Editor’s note: This webpage was updated on June 25, 2024, to restore the missing first line in the paragraph preceding Figure 4.

Overview

The share of Philadelphians born overseas is now the highest it’s been in eight decades, at 15.7%.1 The majority have roots in East Asia and Latin America. In Philadelphia, as in many other cities, immigrants often gravitate toward communities where they can find affordable housing; commerce; other people with a familiar language, food, and culture; and support in navigating their new hometown. These communities include long-standing immigrant neighborhoods like Chinatown, the South 9th Street Italian Market, and the Northeast, and newer areas, such as Southwest Philadelphia, that often serve as gateways in their own right for waves of newcomers.

Top countries of origin

For the last two decades, people born in China (not including Hong Kong and Taiwan) were among the largest foreign-born groups living in Philadelphia, totaling 24,400 in the 2018-22 period—representing almost 1 in 10 of the city’s immigrants. More recently, an influx of residents born in the Dominican Republic has put Dominicans on track to become Philadelphia’s largest immigrant group. Since 2000, only a few groups have decreased significantly in size, while the number of immigrants from Ukraine, Vietnam, and elsewhere has fluctuated. (See Figure 1.)

Many communities, a few enclaves

Immigrants from Asia—a very wide swath of the planet stretching from Turkey to Japan—are extremely diverse in culture and economic status and live in various neighborhoods throughout the city.2

For instance, 1 in 5 Cambodian immigrants reside in Philadelphia’s Olney section. Settled by people fleeing wars in Southeast Asia in the late 1970s, the community now has its own associations and places of worship, a contingent of business and property owners, and a regional attraction in South Philadelphia’s FDR Park called the Southeast Asian Market. And over the years, the area’s residents have coalesced to support one another.
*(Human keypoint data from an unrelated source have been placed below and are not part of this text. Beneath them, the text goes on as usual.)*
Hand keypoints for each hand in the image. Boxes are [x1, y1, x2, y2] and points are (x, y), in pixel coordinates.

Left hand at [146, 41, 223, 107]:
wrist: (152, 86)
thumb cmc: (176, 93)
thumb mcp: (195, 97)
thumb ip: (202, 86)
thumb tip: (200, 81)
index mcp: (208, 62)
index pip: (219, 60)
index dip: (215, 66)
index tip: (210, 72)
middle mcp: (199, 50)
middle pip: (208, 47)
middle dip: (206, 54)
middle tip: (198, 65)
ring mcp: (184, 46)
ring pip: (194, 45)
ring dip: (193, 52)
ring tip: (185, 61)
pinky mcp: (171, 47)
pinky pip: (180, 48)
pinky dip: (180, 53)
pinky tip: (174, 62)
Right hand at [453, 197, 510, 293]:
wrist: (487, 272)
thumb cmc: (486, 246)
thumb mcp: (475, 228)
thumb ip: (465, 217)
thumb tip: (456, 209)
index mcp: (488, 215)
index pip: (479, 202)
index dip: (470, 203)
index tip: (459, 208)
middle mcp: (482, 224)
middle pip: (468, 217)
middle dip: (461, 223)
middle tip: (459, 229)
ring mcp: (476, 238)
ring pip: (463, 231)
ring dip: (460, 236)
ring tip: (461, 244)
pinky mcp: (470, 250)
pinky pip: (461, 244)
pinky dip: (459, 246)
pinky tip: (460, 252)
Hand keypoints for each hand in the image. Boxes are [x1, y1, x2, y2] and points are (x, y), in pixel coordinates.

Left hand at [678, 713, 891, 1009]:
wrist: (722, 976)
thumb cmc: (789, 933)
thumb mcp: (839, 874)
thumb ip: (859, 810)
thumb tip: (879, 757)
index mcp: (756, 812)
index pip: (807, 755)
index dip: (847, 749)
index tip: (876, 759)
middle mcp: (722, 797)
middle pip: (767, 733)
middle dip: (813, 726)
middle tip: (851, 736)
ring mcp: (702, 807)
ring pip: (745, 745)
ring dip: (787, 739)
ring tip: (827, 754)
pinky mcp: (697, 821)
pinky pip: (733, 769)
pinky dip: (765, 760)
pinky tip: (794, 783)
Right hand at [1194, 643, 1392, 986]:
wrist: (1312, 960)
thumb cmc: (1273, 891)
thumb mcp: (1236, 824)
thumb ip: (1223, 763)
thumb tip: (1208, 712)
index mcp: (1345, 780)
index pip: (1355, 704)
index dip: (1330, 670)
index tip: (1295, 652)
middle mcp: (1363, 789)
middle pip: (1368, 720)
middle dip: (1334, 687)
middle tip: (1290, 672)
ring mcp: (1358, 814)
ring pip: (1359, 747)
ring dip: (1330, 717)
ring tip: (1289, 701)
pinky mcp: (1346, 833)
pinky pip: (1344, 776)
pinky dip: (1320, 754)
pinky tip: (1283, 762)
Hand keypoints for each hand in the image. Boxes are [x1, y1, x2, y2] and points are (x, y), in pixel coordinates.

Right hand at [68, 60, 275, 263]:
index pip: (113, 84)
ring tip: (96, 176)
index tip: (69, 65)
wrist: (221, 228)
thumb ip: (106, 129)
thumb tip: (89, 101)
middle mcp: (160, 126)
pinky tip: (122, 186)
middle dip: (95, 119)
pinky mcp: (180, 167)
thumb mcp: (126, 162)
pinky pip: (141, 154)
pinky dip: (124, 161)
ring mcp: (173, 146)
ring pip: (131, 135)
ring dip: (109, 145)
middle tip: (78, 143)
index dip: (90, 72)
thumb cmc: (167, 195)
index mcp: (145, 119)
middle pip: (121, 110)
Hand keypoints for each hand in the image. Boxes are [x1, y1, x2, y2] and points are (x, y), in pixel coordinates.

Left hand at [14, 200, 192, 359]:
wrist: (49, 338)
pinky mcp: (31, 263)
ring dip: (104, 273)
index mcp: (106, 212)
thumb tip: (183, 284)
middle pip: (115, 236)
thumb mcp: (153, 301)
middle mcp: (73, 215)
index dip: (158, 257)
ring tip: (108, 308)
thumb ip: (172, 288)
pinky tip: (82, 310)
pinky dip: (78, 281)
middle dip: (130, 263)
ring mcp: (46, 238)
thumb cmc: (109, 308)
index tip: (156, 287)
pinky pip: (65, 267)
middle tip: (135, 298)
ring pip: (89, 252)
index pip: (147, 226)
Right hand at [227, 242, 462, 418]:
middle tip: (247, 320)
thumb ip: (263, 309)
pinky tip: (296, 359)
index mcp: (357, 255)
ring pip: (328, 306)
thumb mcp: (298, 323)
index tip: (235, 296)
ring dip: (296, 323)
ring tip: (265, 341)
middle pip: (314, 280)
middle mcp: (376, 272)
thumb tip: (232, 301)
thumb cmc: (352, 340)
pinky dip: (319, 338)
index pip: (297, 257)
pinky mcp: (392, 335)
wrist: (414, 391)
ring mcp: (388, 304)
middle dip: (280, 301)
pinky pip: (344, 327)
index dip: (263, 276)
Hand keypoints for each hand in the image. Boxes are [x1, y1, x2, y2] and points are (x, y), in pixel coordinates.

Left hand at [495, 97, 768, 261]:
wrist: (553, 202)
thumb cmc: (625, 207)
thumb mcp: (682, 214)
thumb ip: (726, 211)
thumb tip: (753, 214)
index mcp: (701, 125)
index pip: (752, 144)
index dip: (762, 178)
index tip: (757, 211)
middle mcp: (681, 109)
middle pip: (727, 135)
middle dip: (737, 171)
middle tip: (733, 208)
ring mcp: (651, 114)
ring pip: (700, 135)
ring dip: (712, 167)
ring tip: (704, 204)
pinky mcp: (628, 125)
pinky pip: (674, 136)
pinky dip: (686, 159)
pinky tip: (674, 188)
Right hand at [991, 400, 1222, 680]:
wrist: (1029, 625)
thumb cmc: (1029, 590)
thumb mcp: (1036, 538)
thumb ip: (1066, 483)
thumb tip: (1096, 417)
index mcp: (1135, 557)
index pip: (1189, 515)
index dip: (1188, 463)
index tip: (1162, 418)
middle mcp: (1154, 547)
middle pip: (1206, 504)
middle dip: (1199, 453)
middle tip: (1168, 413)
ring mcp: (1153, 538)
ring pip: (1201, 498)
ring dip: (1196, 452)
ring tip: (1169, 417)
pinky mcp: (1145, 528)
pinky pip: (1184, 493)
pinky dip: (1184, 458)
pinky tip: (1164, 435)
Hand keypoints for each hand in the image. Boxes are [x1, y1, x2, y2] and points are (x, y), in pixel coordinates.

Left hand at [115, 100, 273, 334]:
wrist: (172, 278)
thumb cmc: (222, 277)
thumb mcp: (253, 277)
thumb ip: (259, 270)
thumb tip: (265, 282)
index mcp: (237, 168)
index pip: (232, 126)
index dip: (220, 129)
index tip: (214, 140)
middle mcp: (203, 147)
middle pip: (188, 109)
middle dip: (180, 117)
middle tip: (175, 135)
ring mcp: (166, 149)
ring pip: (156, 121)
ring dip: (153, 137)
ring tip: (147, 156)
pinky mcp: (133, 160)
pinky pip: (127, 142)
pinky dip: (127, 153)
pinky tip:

“A lot of our community comes from war; we come from trauma and death. It’s very morbid,” said Sarun Chan, executive director of the Cambodian Association of Greater Philadelphia and himself once a refugee. “Our project provides avenues for people talking and sharing and supporting each other.”

Philadelphians who were born in Vietnam are concentrated in Juniata and Lawndale, while Filipino immigrants are spread more evenly throughout the city. Chinatown, in Center City, is Philadelphia’s most visible immigrant community and could be called an enclave. But its residents are not exclusively Chinese; the largest population of Chinese immigrants actually resides in the Lower Northeast. The Far Northeast, on the other hand, is home to many of the city’s immigrants born in Bangladesh, India, and Pakistan.3 (See Figure 2.)

Figure 2

Distribution of Immigrants From Subregions of Asia, 2018-22

Asian subgroups are concentrated in Center City and Northeast Philadelphia

A map with multicolored shading shows ZIP codes where subgroups of Asian immigrants reside in Philadelphia. Eastern Asia, Western Asia, South Central Asia, and Southeastern Asia are represented by various shades of blue. A large subgroup of immigrants from South Central Asia is located in ZIP codes 19115 and 19116; a large group hailing from Southeastern Asia lives in 19120 and 19124.

Note: Each ZIP code area is colored according to the continental subgroup that exceeds the tract-level average and is the most populous in census tracts located within that ZIP code area.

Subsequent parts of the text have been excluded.